Please transcribe the data that follows exactly as given, leaving out every picture.
================
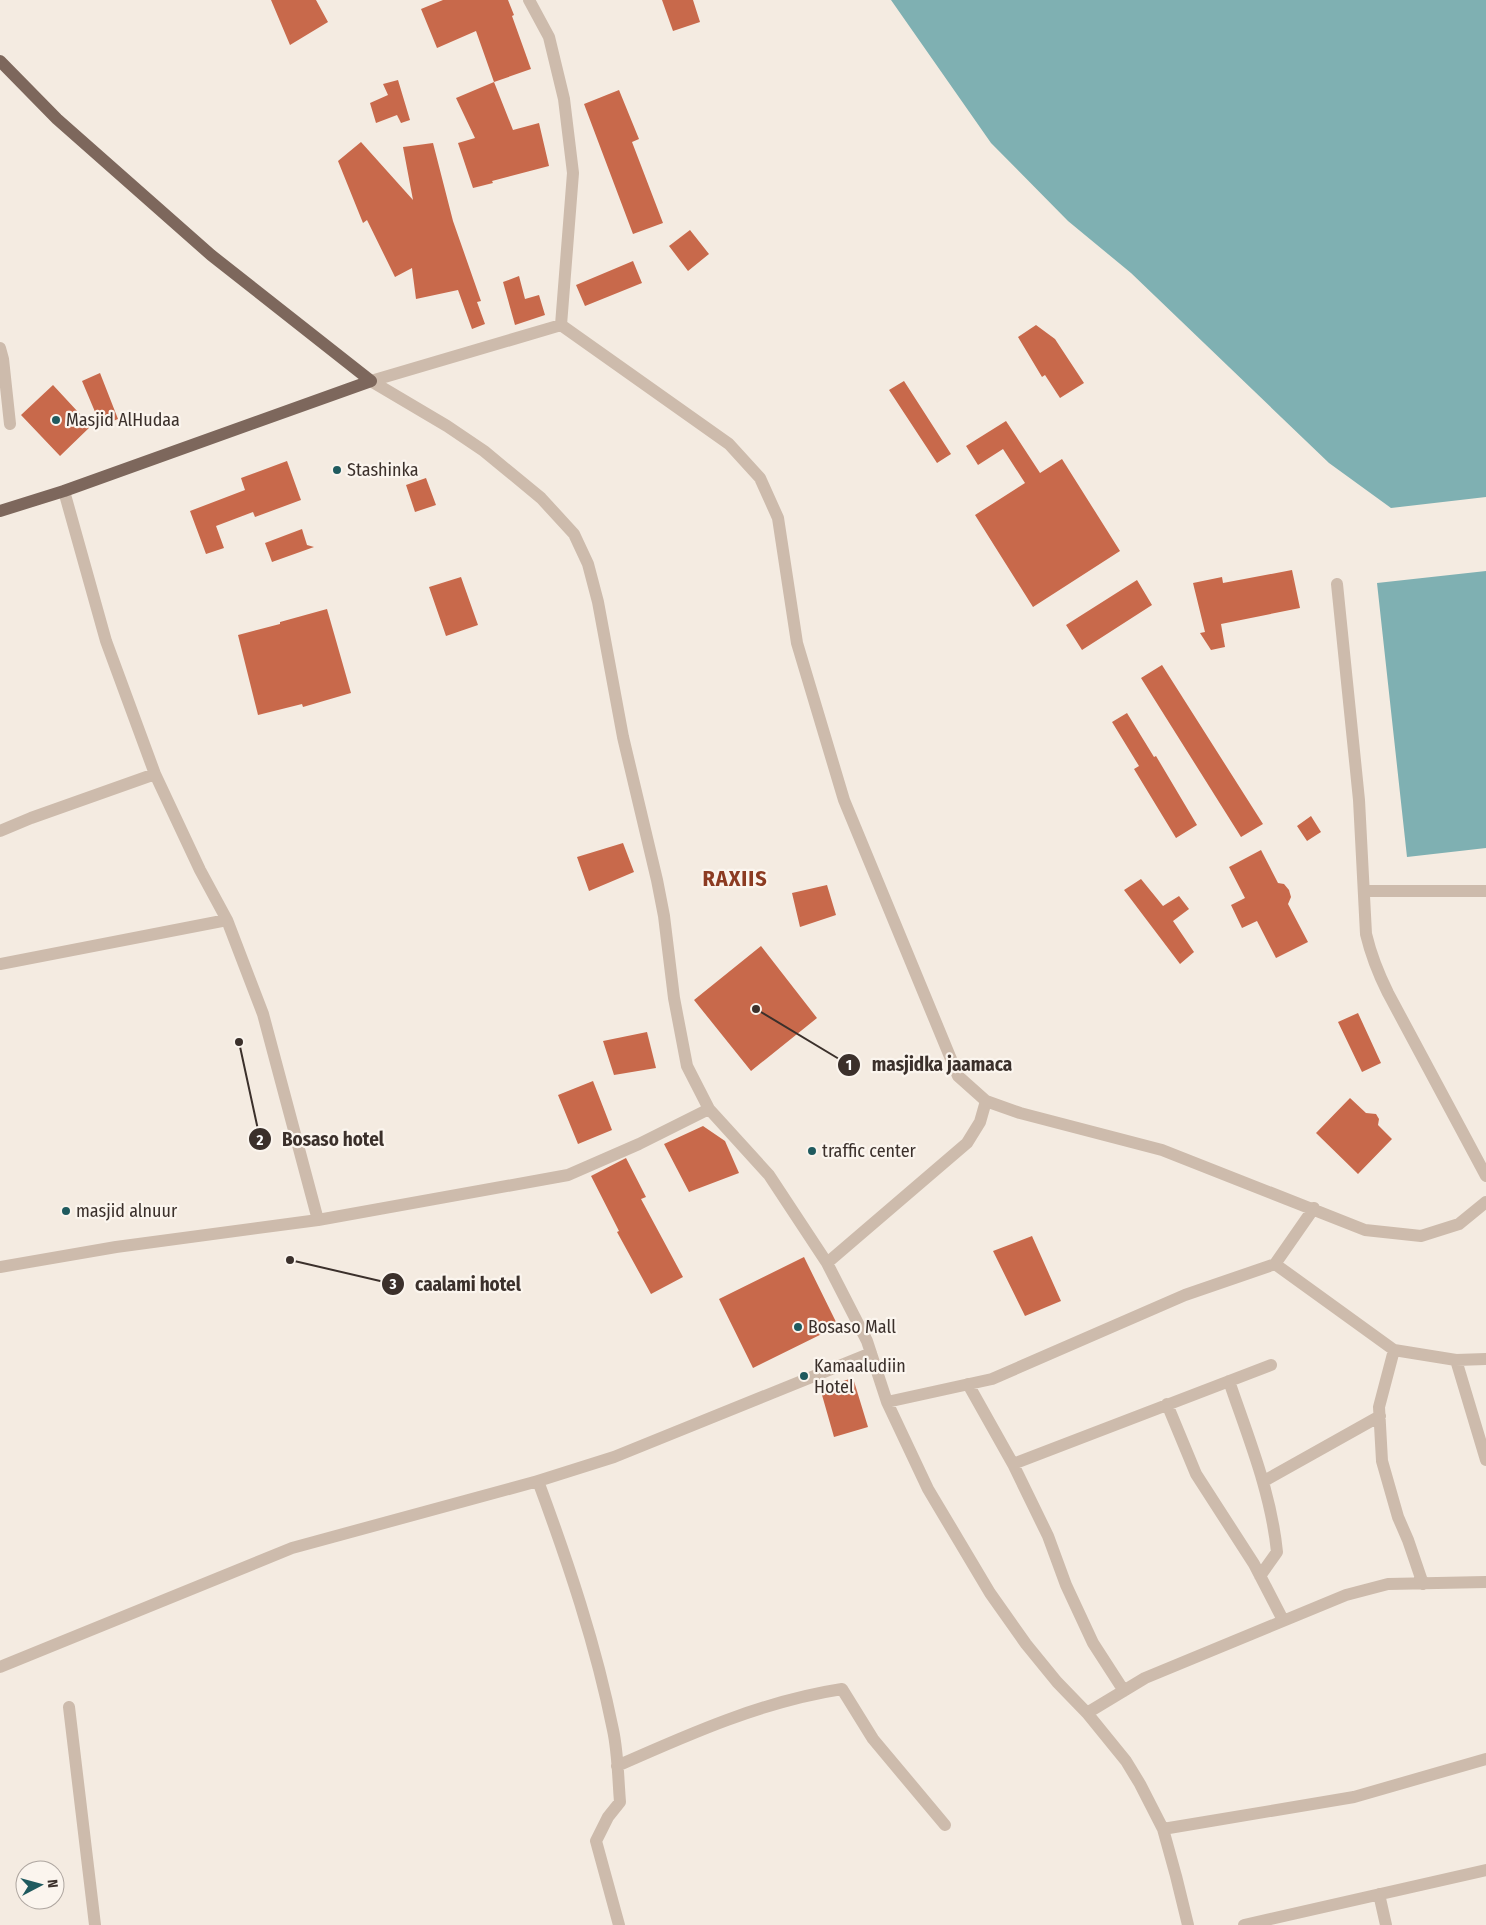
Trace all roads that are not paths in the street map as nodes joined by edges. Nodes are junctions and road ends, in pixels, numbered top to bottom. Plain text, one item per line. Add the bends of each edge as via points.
1 (529, 0) edge
2 (0, 61) edge
3 (561, 325) junction
4 (0, 348) edge
5 (370, 381) junction
6 (10, 424) dead end
7 (64, 491) junction
8 (0, 512) edge
9 (1337, 584) dead end
10 (155, 774) junction
11 (0, 831) edge
12 (1364, 891) junction
13 (1486, 891) edge
14 (227, 920) junction
15 (0, 964) edge
16 (986, 1101) junction
17 (709, 1109) junction
18 (1486, 1176) edge
19 (1486, 1202) edge
20 (1314, 1208) junction
21 (318, 1220) junction
22 (828, 1263) junction
23 (1275, 1264) junction
24 (0, 1267) edge
25 (1394, 1350) junction
26 (871, 1353) junction
27 (1486, 1359) edge
28 (1456, 1360) junction
29 (1272, 1365) dead end
30 (1228, 1381) junction
31 (968, 1384) junction
32 (887, 1402) junction
33 (1167, 1404) junction
34 (1380, 1416) junction
35 (1486, 1460) edge
36 (1013, 1464) junction
37 (538, 1481) junction
38 (1264, 1481) junction
39 (1260, 1576) junction
40 (1486, 1582) edge
41 (1423, 1584) junction
42 (1283, 1620) junction
43 (0, 1667) edge
44 (1124, 1691) junction
45 (69, 1707) dead end
46 (1087, 1713) junction
47 (1486, 1759) edge
48 (617, 1766) junction
49 (945, 1825) dead end
50 (1163, 1829) junction
51 (1486, 1870) edge
52 (1379, 1894) junction
53 (95, 1925) edge
54 (619, 1925) edge
55 (1188, 1925) edge
56 (1244, 1925) edge
57 (1386, 1925) edge

1 - 3 street via 551,46 564,99 573,173
2 - 5 main road via 57,118 211,255
3 - 5 street
3 - 16 street via 729,444 760,478 778,518 796,643 844,800 958,1076
4 - 6 street
5 - 7 main road
5 - 17 street via 484,451 541,498 574,534 588,564 657,880 687,1066
7 - 8 main road
7 - 10 street via 106,641
9 - 12 street via 1359,800
10 - 11 street
10 - 14 street
12 - 13 street
12 - 18 street via 1366,934 1375,968
14 - 15 street
14 - 21 street via 263,1014
16 - 20 street via 1162,1150
16 - 22 street via 980,1122 967,1143
17 - 21 street via 568,1175
17 - 22 street via 769,1175
19 - 20 street via 1459,1224 1421,1236 1365,1230
20 - 23 street
21 - 24 street
22 - 26 street
23 - 25 street
23 - 31 street via 1185,1295 992,1379
25 - 28 street
25 - 34 street via 1379,1407
26 - 32 street
26 - 37 street via 614,1458
27 - 28 street
28 - 35 street
29 - 30 street
30 - 33 street
30 - 38 street
31 - 32 street
31 - 36 street
32 - 46 street via 928,1489 990,1593 1026,1644
33 - 36 street
33 - 39 street via 1196,1474
34 - 38 street
34 - 41 street via 1382,1461 1398,1517
36 - 44 street via 1048,1536 1089,1634
37 - 43 street via 292,1548
37 - 48 street via 587,1626 614,1732
38 - 39 street via 1277,1552
39 - 42 street
40 - 41 street
41 - 42 street via 1388,1584 1346,1595
42 - 44 street via 1145,1678
44 - 46 street
45 - 53 street
46 - 50 street via 1126,1762
47 - 50 street via 1354,1797
48 - 49 street via 749,1712 842,1689 873,1740
48 - 54 street via 620,1802 596,1841
50 - 55 street
51 - 52 street
52 - 56 street
52 - 57 street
================
- Answer space:
Trace all roads that are not paths in the street map as nodes joined by edges. Nodes are junctions and road ends, in pixels, numbered top to bottom. Plain text, one item per line. Add the bends of each edge as via points.
1 (529, 0) edge
2 (0, 61) edge
3 (561, 325) junction
4 (0, 348) edge
5 (370, 381) junction
6 (10, 424) dead end
7 (64, 491) junction
8 (0, 512) edge
9 (1337, 584) dead end
10 (155, 774) junction
11 (0, 831) edge
12 (1364, 891) junction
13 (1486, 891) edge
14 (227, 920) junction
15 (0, 964) edge
16 (986, 1101) junction
17 (709, 1109) junction
18 (1486, 1176) edge
19 (1486, 1202) edge
20 (1314, 1208) junction
21 (318, 1220) junction
22 (828, 1263) junction
23 (1275, 1264) junction
24 (0, 1267) edge
25 (1394, 1350) junction
26 (871, 1353) junction
27 (1486, 1359) edge
28 (1456, 1360) junction
29 (1272, 1365) dead end
30 (1228, 1381) junction
31 (968, 1384) junction
32 (887, 1402) junction
33 (1167, 1404) junction
34 (1380, 1416) junction
35 (1486, 1460) edge
36 (1013, 1464) junction
37 (538, 1481) junction
38 (1264, 1481) junction
39 (1260, 1576) junction
40 (1486, 1582) edge
41 (1423, 1584) junction
42 (1283, 1620) junction
43 (0, 1667) edge
44 (1124, 1691) junction
45 (69, 1707) dead end
46 (1087, 1713) junction
47 (1486, 1759) edge
48 (617, 1766) junction
49 (945, 1825) dead end
50 (1163, 1829) junction
51 (1486, 1870) edge
52 (1379, 1894) junction
53 (95, 1925) edge
54 (619, 1925) edge
55 (1188, 1925) edge
56 (1244, 1925) edge
57 (1386, 1925) edge

1 - 3 street via 551,46 564,99 573,173
2 - 5 main road via 57,118 211,255
3 - 5 street
3 - 16 street via 729,444 760,478 778,518 796,643 844,800 958,1076
4 - 6 street
5 - 7 main road
5 - 17 street via 484,451 541,498 574,534 588,564 657,880 687,1066
7 - 8 main road
7 - 10 street via 106,641
9 - 12 street via 1359,800
10 - 11 street
10 - 14 street
12 - 13 street
12 - 18 street via 1366,934 1375,968
14 - 15 street
14 - 21 street via 263,1014
16 - 20 street via 1162,1150
16 - 22 street via 980,1122 967,1143
17 - 21 street via 568,1175
17 - 22 street via 769,1175
19 - 20 street via 1459,1224 1421,1236 1365,1230
20 - 23 street
21 - 24 street
22 - 26 street
23 - 25 street
23 - 31 street via 1185,1295 992,1379
25 - 28 street
25 - 34 street via 1379,1407
26 - 32 street
26 - 37 street via 614,1458
27 - 28 street
28 - 35 street
29 - 30 street
30 - 33 street
30 - 38 street
31 - 32 street
31 - 36 street
32 - 46 street via 928,1489 990,1593 1026,1644
33 - 36 street
33 - 39 street via 1196,1474
34 - 38 street
34 - 41 street via 1382,1461 1398,1517
36 - 44 street via 1048,1536 1089,1634
37 - 43 street via 292,1548
37 - 48 street via 587,1626 614,1732
38 - 39 street via 1277,1552
39 - 42 street
40 - 41 street
41 - 42 street via 1388,1584 1346,1595
42 - 44 street via 1145,1678
44 - 46 street
45 - 53 street
46 - 50 street via 1126,1762
47 - 50 street via 1354,1797
48 - 49 street via 749,1712 842,1689 873,1740
48 - 54 street via 620,1802 596,1841
50 - 55 street
51 - 52 street
52 - 56 street
52 - 57 street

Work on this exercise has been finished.